■ How to complete this task ■
In the entries below, find the lines with the word "סמילנסקי" and copy them.
** Opening Task material block **
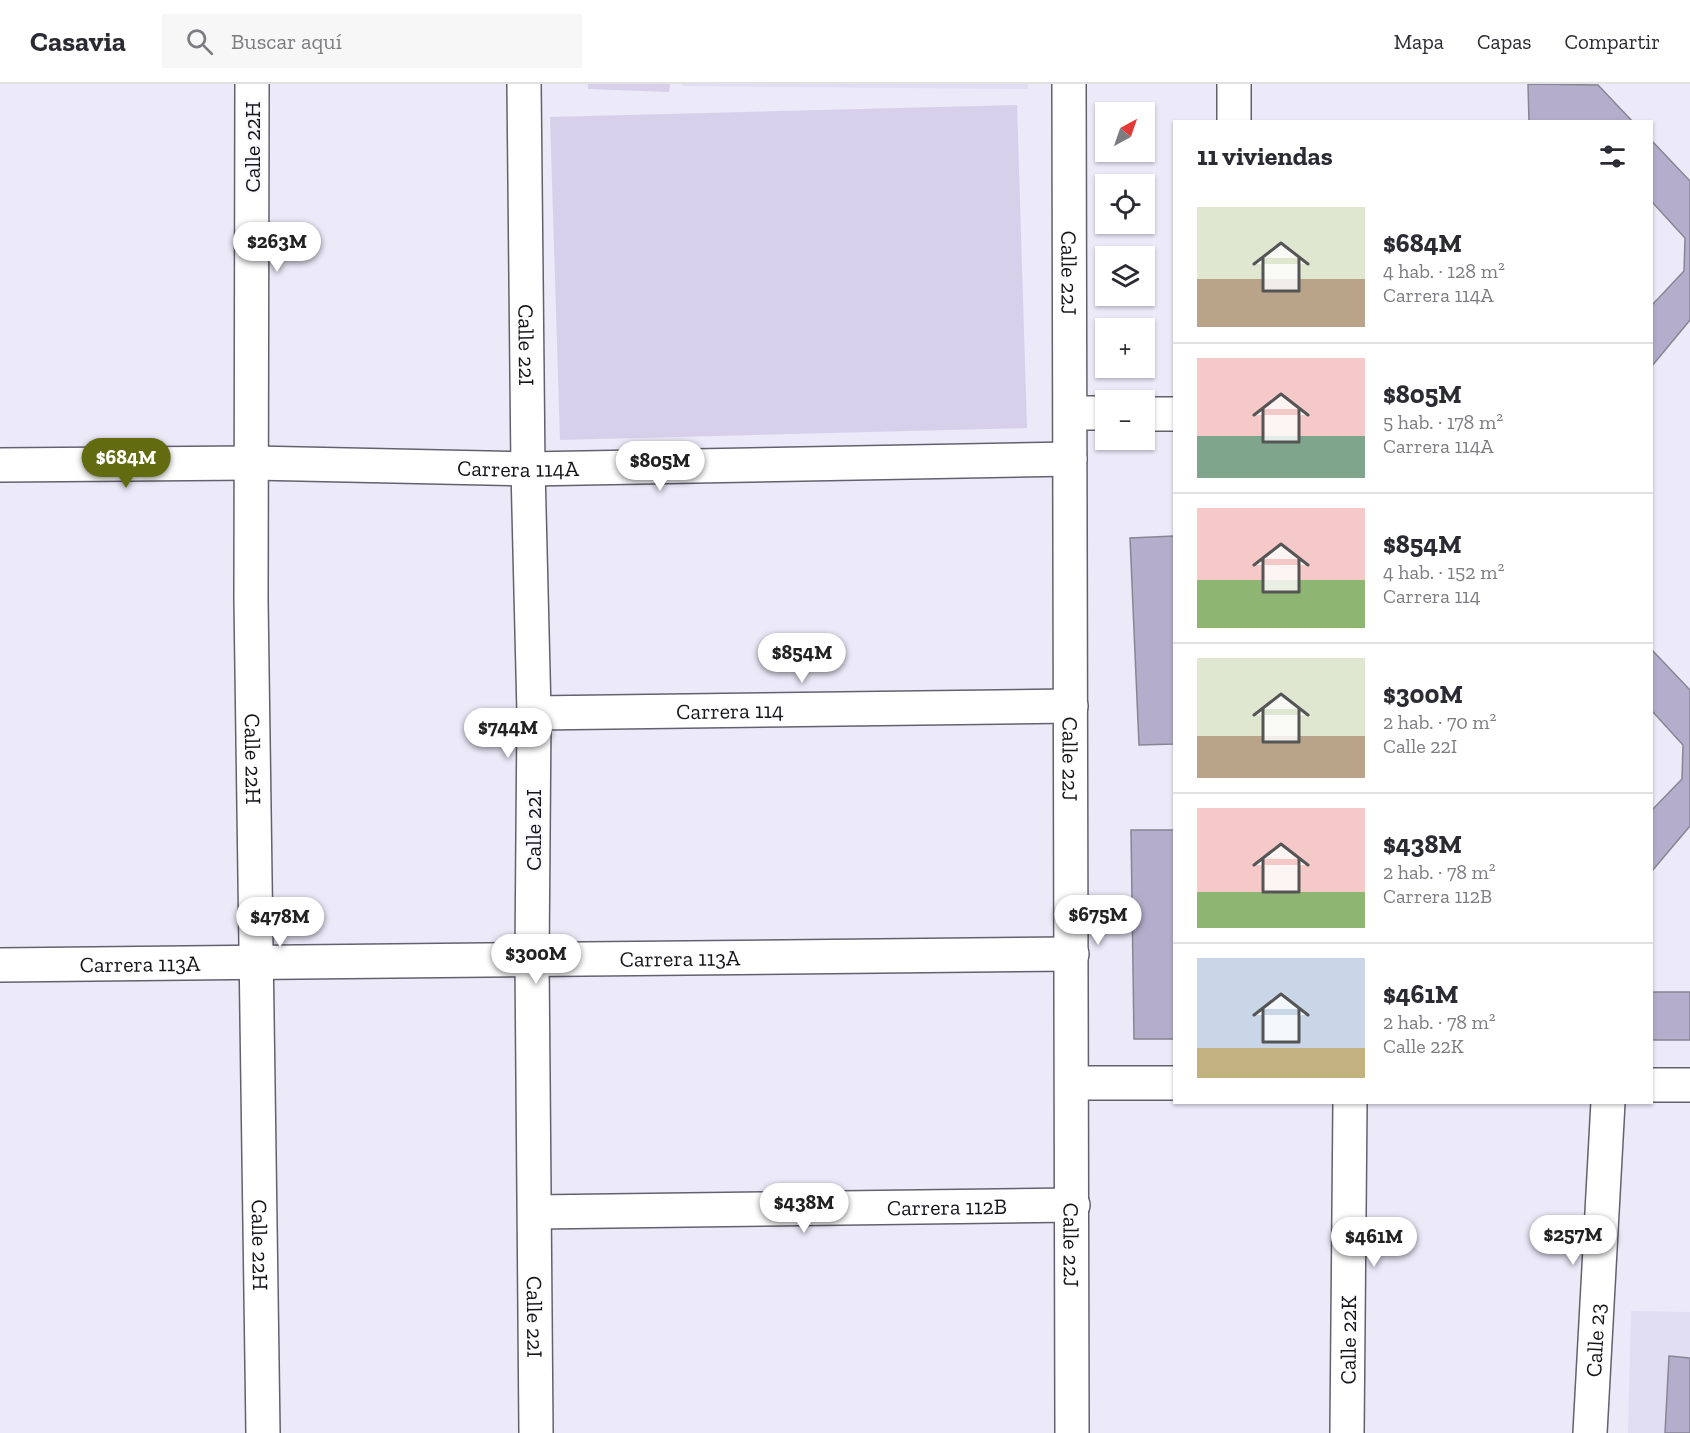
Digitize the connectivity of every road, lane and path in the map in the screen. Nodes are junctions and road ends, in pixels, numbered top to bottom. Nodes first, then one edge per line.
1 (252, 84) edge
2 (524, 84) edge
3 (1069, 84) edge
4 (1234, 84) edge
5 (1234, 120) edge
6 (1071, 413) junction
7 (1095, 414) edge
8 (1155, 414) edge
9 (1173, 414) edge
10 (1070, 459) junction
11 (251, 463) junction
12 (0, 465) edge
13 (528, 469) junction
14 (1071, 706) junction
15 (534, 713) junction
16 (1072, 954) junction
17 (532, 959) junction
18 (255, 963) junction
19 (0, 965) edge
20 (1072, 1083) junction
21 (1173, 1083) edge
22 (1653, 1084) edge
23 (1690, 1085) edge
24 (1350, 1104) edge
25 (1608, 1104) edge
26 (1073, 1205) junction
27 (535, 1212) junction
28 (263, 1433) edge
29 (536, 1433) edge
30 (1072, 1433) edge
31 (1347, 1433) edge
32 (1590, 1433) edge

1 - 11 street, Calle 22H
2 - 13 street, Calle 22I
3 - 6 street, Calle 22J
4 - 5 street
6 - 7 street
6 - 10 street, Calle 22J
8 - 9 street
10 - 13 street, Carrera 114A
10 - 14 street, Calle 22J
11 - 12 street, Carrera 114A
11 - 13 street, Carrera 114A
11 - 18 street, Calle 22H
13 - 15 street, Calle 22I
14 - 15 street, Carrera 114
14 - 16 street, Calle 22J
15 - 17 street, Calle 22I
16 - 17 street, Carrera 113A
16 - 20 street, Calle 22J
17 - 18 street, Carrera 113A
17 - 27 street, Calle 22I
18 - 19 street, Carrera 113A
18 - 28 street, Calle 22H
20 - 21 street
20 - 26 street, Calle 22J
22 - 23 street
24 - 31 street, Calle 22K
25 - 32 street, Calle 23
26 - 27 street, Carrera 112B
26 - 30 street, Calle 22J
27 - 29 street, Calle 22I

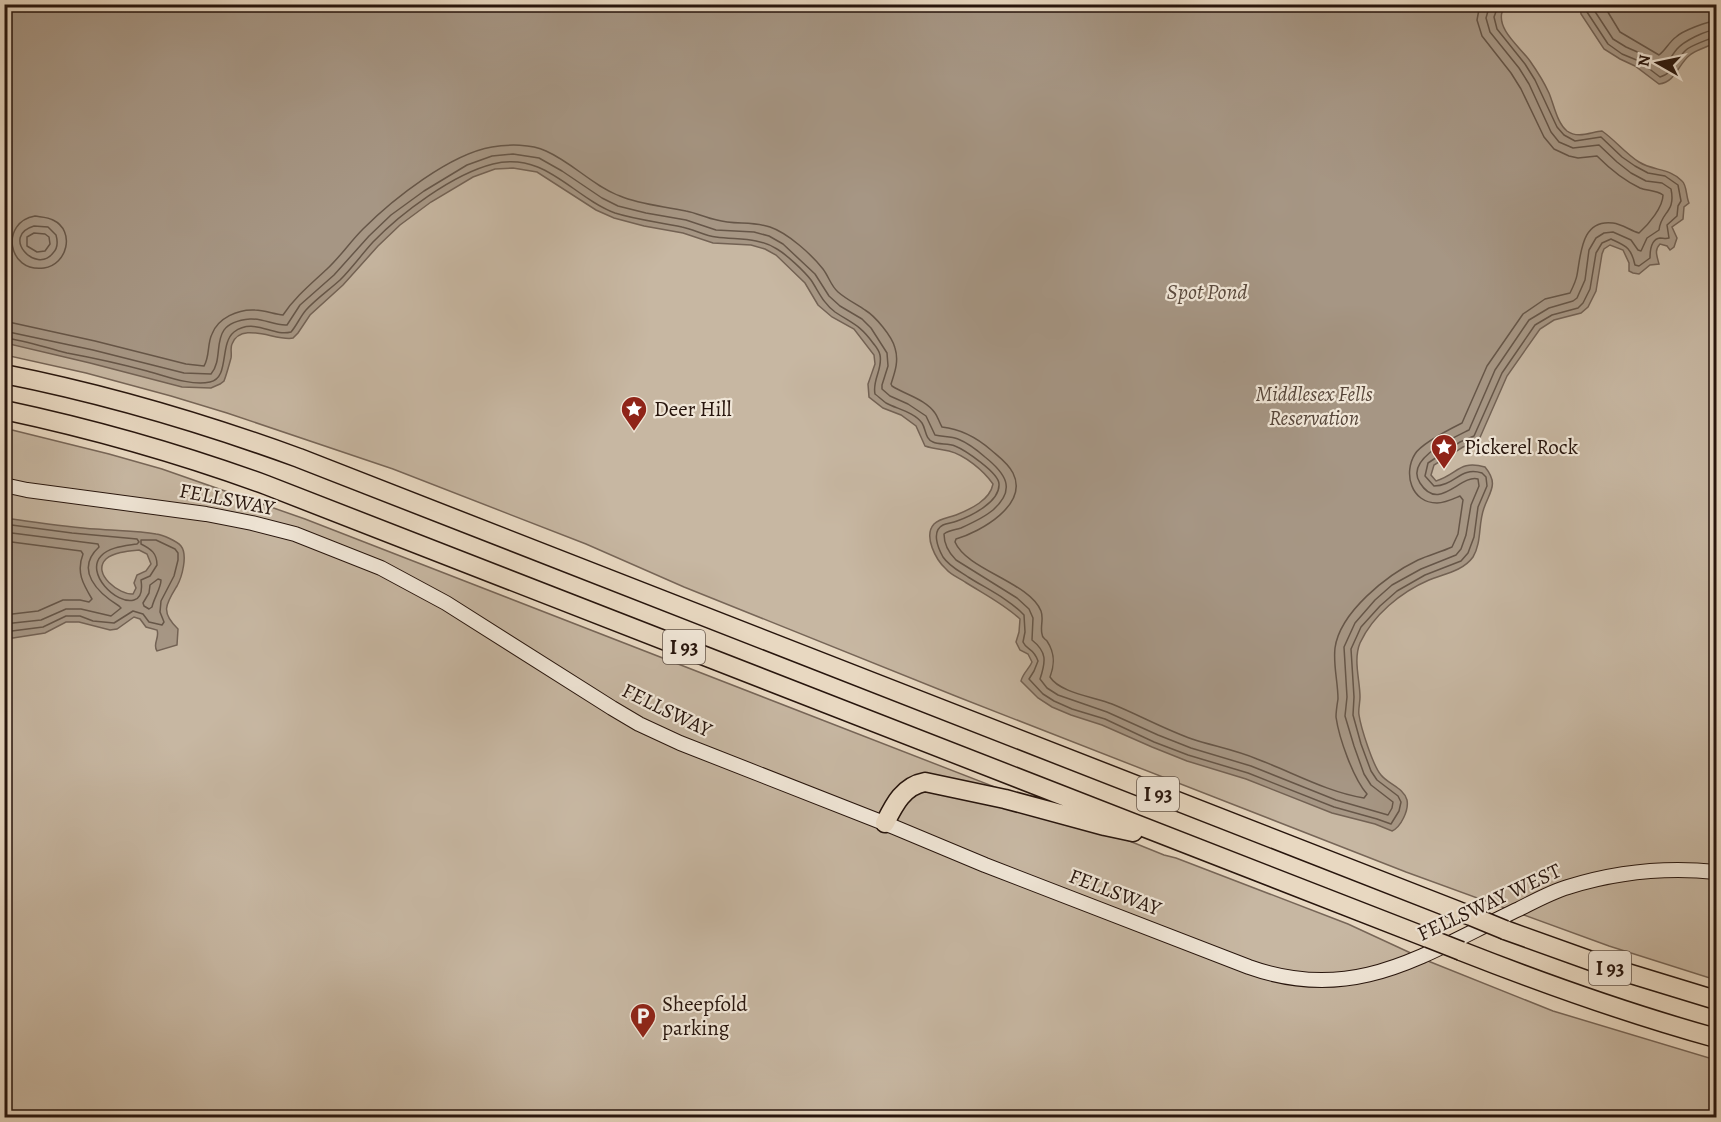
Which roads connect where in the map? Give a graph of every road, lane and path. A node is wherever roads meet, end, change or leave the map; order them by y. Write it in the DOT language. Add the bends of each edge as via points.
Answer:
graph roads {
  1 [pos="7,374"];
  2 [pos="4,411"];
  3 [pos="4,485"];
  4 [pos="885,823"];
  5 [pos="1179,841"];
  6 [pos="1716,872"];
  7 [pos="1317,980"];
  8 [pos="1716,1000"];
  9 [pos="1716,1038"];
  1 -- 8 [label="highway, I 93, bridge" via="150,409 299,458 1505,930"];
  2 -- 5 [label="highway, I 93" via="139,444 266,485"];
  3 -- 4 [label="main road, FELLSWAY" via="231,518 329,547 381,568 446,603 639,724"];
  4 -- 5 [label="highway" via="905,792 925,782"];
  4 -- 7 [label="main road, FELLSWAY" via="1249,967 1283,977"];
  5 -- 9 [label="highway, I 93, bridge" via="1536,980"];
  6 -- 7 [label="main road, FELLSWAY WEST" via="1658,870 1566,887 1391,969 1359,977"];
}
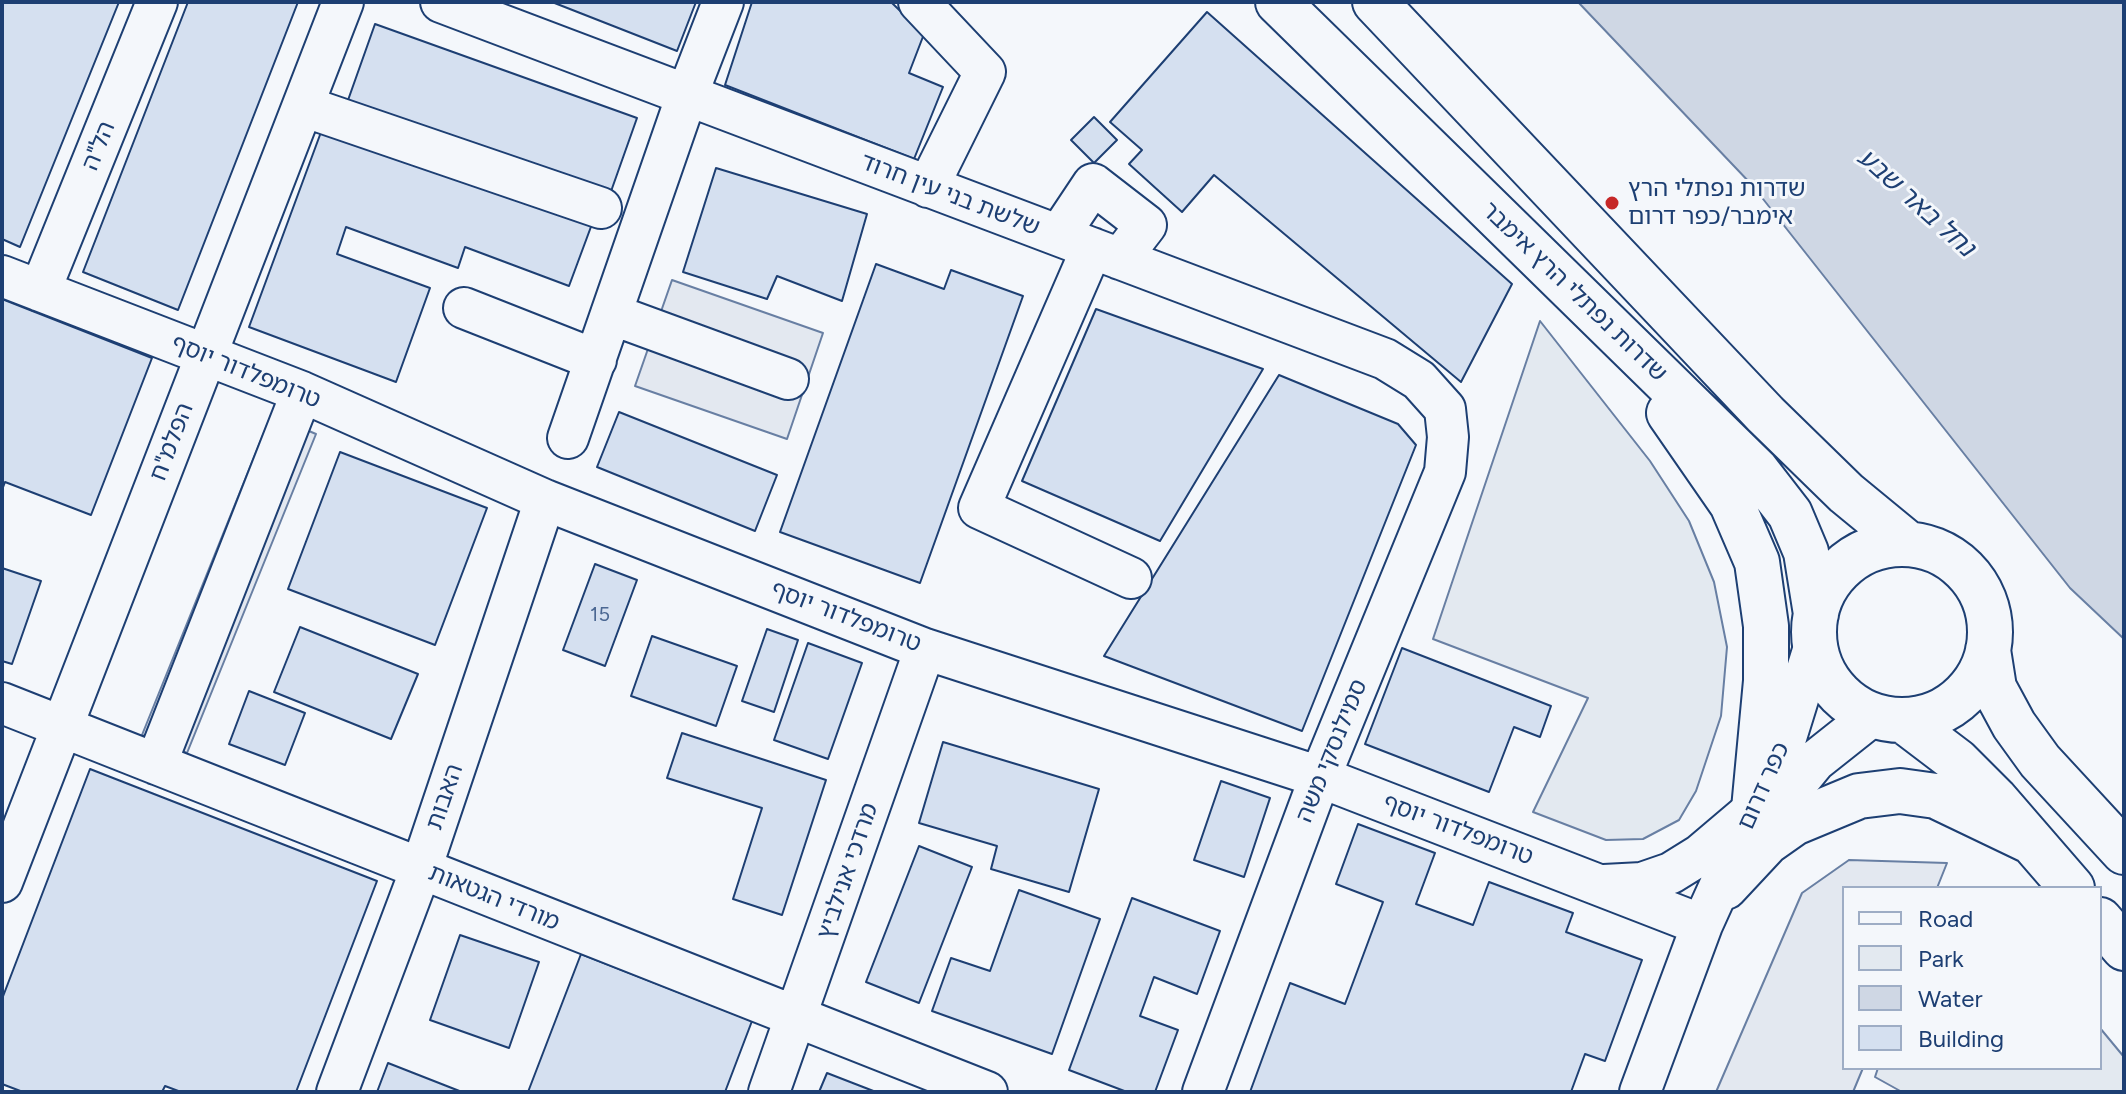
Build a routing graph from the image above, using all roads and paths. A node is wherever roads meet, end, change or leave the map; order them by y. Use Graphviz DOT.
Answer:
graph roads {
  1 [pos="157,2"];
  2 [pos="343,2"];
  3 [pos="441,2"];
  4 [pos="723,2"];
  5 [pos="919,2"];
  6 [pos="1278,2"];
  7 [pos="1375,2"];
  8 [pos="687,95"];
  9 [pos="303,106"];
  10 [pos="928,187"];
  11 [pos="601,208"];
  12 [pos="1090,247"];
  13 [pos="2,276"];
  14 [pos="40,291"];
  15 [pos="464,308"];
  16 [pos="611,314"];
  17 [pos="1608,326"];
  18 [pos="205,355"];
  19 [pos="596,360"];
  20 [pos="788,379"];
  21 [pos="302,392"];
  22 [pos="1445,409"];
  23 [pos="568,438"];
  24 [pos="545,500"];
  25 [pos="1908,544"];
  26 [pos="1131,578"];
  27 [pos="1815,629"];
  28 [pos="925,649"];
  29 [pos="1988,650"];
  30 [pos="2,703"];
  31 [pos="1888,717"];
  32 [pos="62,727"];
  33 [pos="156,764"];
  34 [pos="1320,777"];
  35 [pos="1754,809"];
  36 [pos="2032,842"];
  37 [pos="2124,852"];
  38 [pos="421,869"];
  39 [pos="2,882"];
  40 [pos="1600,885"];
  41 [pos="2070,886"];
  42 [pos="1725,887"];
  43 [pos="2102,922"];
  44 [pos="1702,925"];
  45 [pos="2124,948"];
  46 [pos="797,1018"];
  47 [pos="948,1085"];
  48 [pos="337,1092"];
  49 [pos="769,1092"];
  50 [pos="987,1092"];
  51 [pos="1203,1092"];
  52 [pos="1640,1092"];
  1 -- 14 [label="street, הל\"ה"];
  2 -- 9 [label="street, הפלמ\"ח"];
  3 -- 8 [label="street, שלשת בני עין חרוד"];
  4 -- 8 [label="street"];
  5 -- 10 [label="street"];
  6 -- 17 [label="main road, שדרות נפתלי הרץ אימבר"];
  7 -- 25 [label="main road, שדרות נפתלי הרץ אימבר"];
  8 -- 10 [label="street, שלשת בני עין חרוד"];
  8 -- 16 [label="street"];
  9 -- 11 [label="street"];
  9 -- 18 [label="street, הפלמ\"ח"];
  10 -- 12 [label="street, שלשת בני עין חרוד"];
  12 -- 22 [label="street, שלשת בני עין חרוד"];
  12 -- 26 [label="street"];
  13 -- 14 [label="street, טרומפלדור יוסף"];
  14 -- 18 [label="street, טרומפלדור יוסף"];
  15 -- 19 [label="street"];
  16 -- 19 [label="street"];
  16 -- 20 [label="street"];
  17 -- 27 [label="main road, שדרות נפתלי הרץ אימבר"];
  17 -- 35 [label="main road"];
  18 -- 21 [label="street, טרומפלדור יוסף"];
  18 -- 32 [label="street, הפלמ\"ח"];
  19 -- 23 [label="street"];
  21 -- 24 [label="street, טרומפלדור יוסף"];
  21 -- 33 [label="street"];
  22 -- 34 [label="street, סמילנסקי משה"];
  24 -- 28 [label="street, טרומפלדור יוסף"];
  24 -- 38 [label="street, האבות"];
  25 -- 27 [label="main road"];
  25 -- 29 [label="main road"];
  27 -- 31 [label="main road"];
  27 -- 35 [label="street, כפר דרום"];
  28 -- 34 [label="street, טרומפלדור יוסף"];
  28 -- 46 [label="street, מרדכי אנילביץ"];
  29 -- 31 [label="main road"];
  29 -- 37 [label="main road"];
  30 -- 32 [label="street, מורדי הגטאות"];
  31 -- 36 [label="main road"];
  31 -- 42 [label="street, כפר דרום"];
  32 -- 33 [label="street, מורדי הגטאות"];
  32 -- 39 [label="street, הפלמ\"ח"];
  33 -- 38 [label="street, מורדי הגטאות"];
  34 -- 40 [label="street, טרומפלדור יוסף"];
  34 -- 51 [label="street, סמילנסקי משה"];
  35 -- 40 [label="street"];
  35 -- 44 [label="street, כפר דרום"];
  36 -- 41 [label="main road"];
  36 -- 42 [label="main road"];
  38 -- 46 [label="street, מורדי הגטאות"];
  38 -- 48 [label="street, האבות"];
  40 -- 44 [label="street, טרומפלדור יוסף"];
  42 -- 44 [label="street, כפר דרום"];
  43 -- 45 [label="main road"];
  44 -- 52 [label="street, כפר דרום"];
  46 -- 47 [label="street, מורדי הגטאות"];
  46 -- 49 [label="street, מרדכי אנילביץ"];
  47 -- 50 [label="street, מורדי הגטאות"];
}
** Closing Task material block **
■ Your response ■
  22 -- 34 [label="street, סמילנסקי משה"];
  34 -- 51 [label="street, סמילנסקי משה"];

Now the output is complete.